Das Piemont kennen alle. Denn es ist die Heimat des Trüffels.
Das Piemont kennen alle. Denn hier keltert man Barolo.
Aus welcher Traube der Barolo gemacht wird, wissen nicht alle.

Und so widmen wir uns heute dem Nebbiolo. Einer Diva von Weltformat.

Nebbiolo. Die Rebsorte.

Nebbiolo ist eine sehr filigrane Rebsorte, welche höchste Ansprüche an Boden und Klima stellt. Folgt man ihrem Willen nicht, wird sie dünn, unausgewogen in einer eher unreifen Tanninstruktur. Der Nebbiolo reiht sich in dieser Manier gleich hinter eine andere sehr eigene Rebsorte, welche in meinen Augen die Königin der Rotweinsorten ist: Pinot Noir (Spätburgunder).
Bekommt die Nebbiolo Traube den richtigen Boden und die richtigen Klimaverhältnisse und ebenso eine umsichtige Vinifizierung, werden ihre Weine dicht, dunkel, komplex, würzig, langlebig mit ausgewogenem Tannin.
Ihre besten Lagen werden dann unter strengen Produktionsbestimmungen als Barolo oder Barbaresco ausgebaut. In diesen Lagen stehen Drei Viertel des gesamten Nebbiolo Anbaus.

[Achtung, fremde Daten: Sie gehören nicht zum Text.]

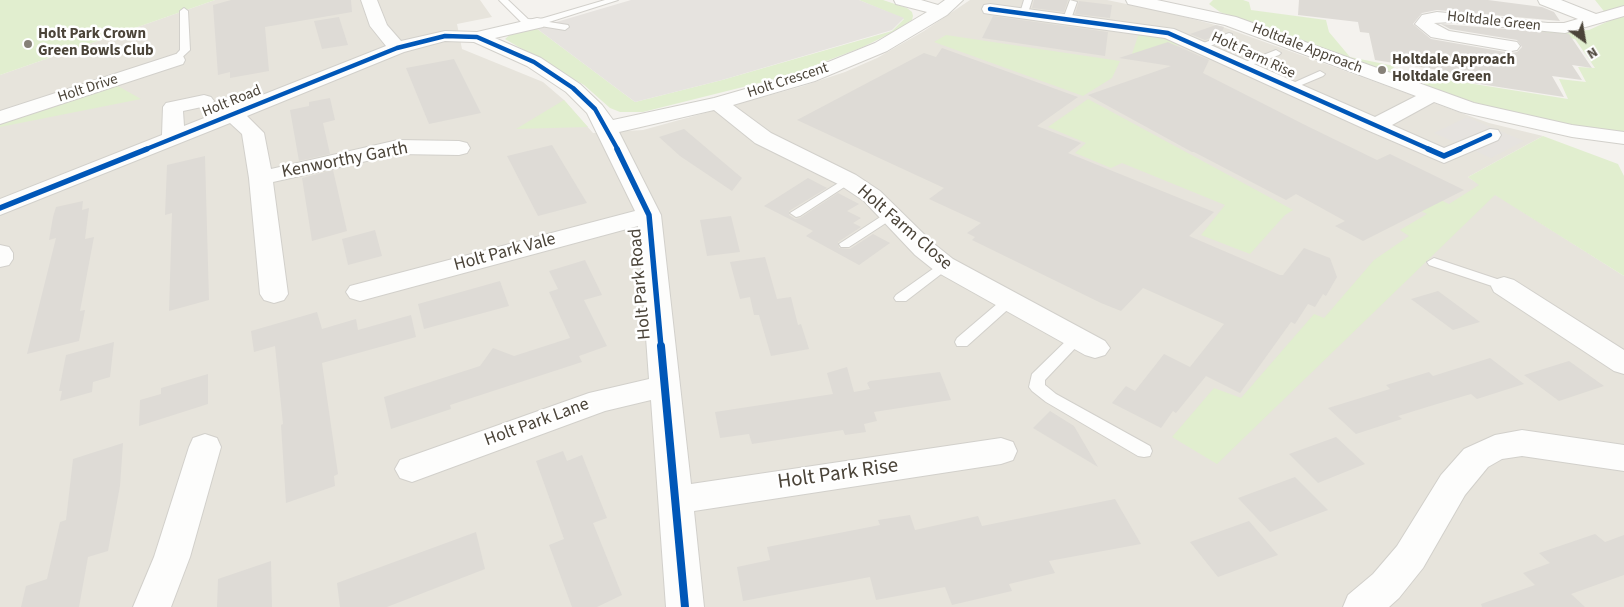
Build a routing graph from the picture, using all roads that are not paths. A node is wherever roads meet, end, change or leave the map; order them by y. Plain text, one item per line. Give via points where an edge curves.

Warum ist der Nebbiolo nun eine solche Diva.
Die Sorte treibt früh aus, was im späteren Frühjahr die Gefahr von Frost nach sich zieht. Ebenso spät reift sie, was im Herbst durch Regen eine Ernte erschwert. Sie braucht sehr warmes mildes Klima, deshalb findet man die Nebbiolo Lagen fast ausschließlich in Südhängen und hier auch nur im oberen Teil des Weinberges. Viele Rebzeilen sind hier horizontal ausgerichtet, um die Sonneneinstrahlung zu optimieren. Und sie braucht Kalkmergel Böden, welche sich in der Kombination mit den klimatischen Bedingungen nur in Norditalien finden lassen.

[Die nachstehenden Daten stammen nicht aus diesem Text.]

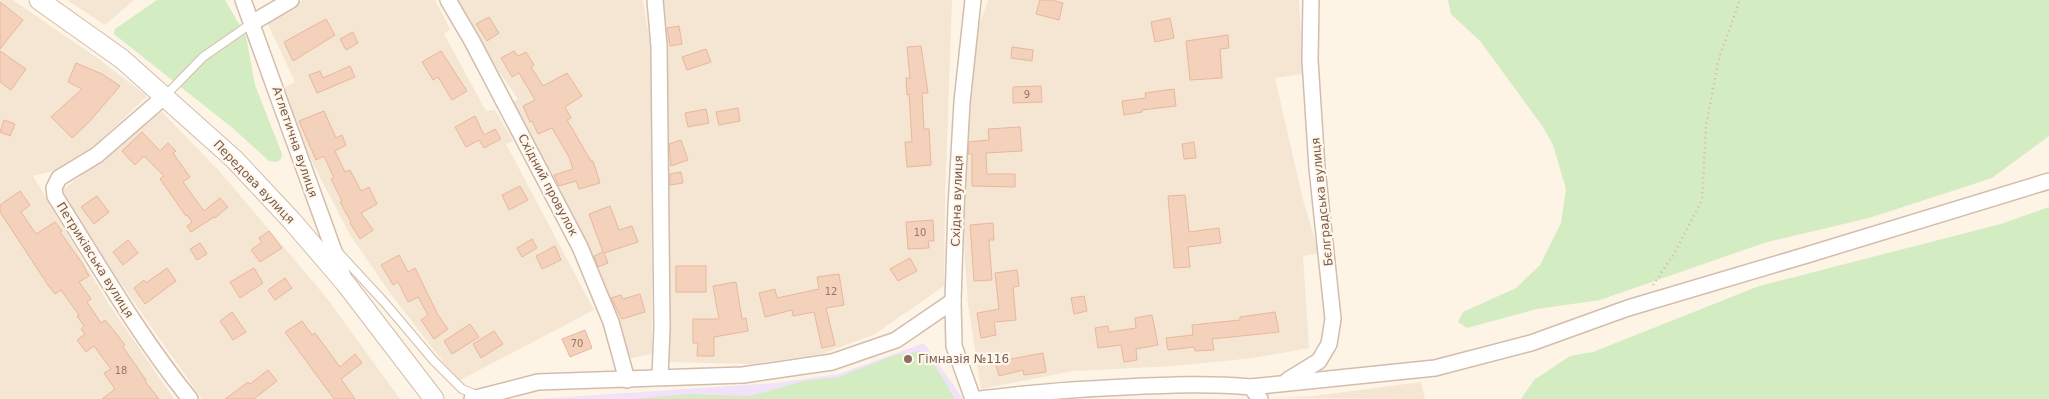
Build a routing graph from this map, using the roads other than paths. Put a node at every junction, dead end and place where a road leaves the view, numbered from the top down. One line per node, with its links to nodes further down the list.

Den Ursprung seines Namens verdankt der Nebbiolo dem italienischen Wort „nebbia“ für Nebel. Hierzu gibt es gleich zwei möglichen Anekdoten. Einerseits bildet sich auf den Traubenschalen zur Reifezeit im Herbst eine weiße Schicht. Andererseits zogen früher zur Lesezeit im Oktober häufig Nebel aus den Flußniederungen auf.

Nebbiolo.Eine Diva von Weltformat.

Traditionalisten gegen Modernisten.

Die Diva reagiert auch sehr empfindlich auf wenig sachgemäße Vinifikation.
Obwohl man wusste, dass die Rebsorte sehr empfindlich ist, wurde fast ein Jahrhundert lang der Nebbiolo nur als Verschnitt verschiedener Weinbergslagen ausgebaut. Man wollte damit Stärken und Schwächen einzelner Ernten ausgleichen und ein jährlich gleiches Geschmacksbild abgeben.
Bis in die 1960er Jahre fehlte für das Piemont jegliche Lagenbezeichnung.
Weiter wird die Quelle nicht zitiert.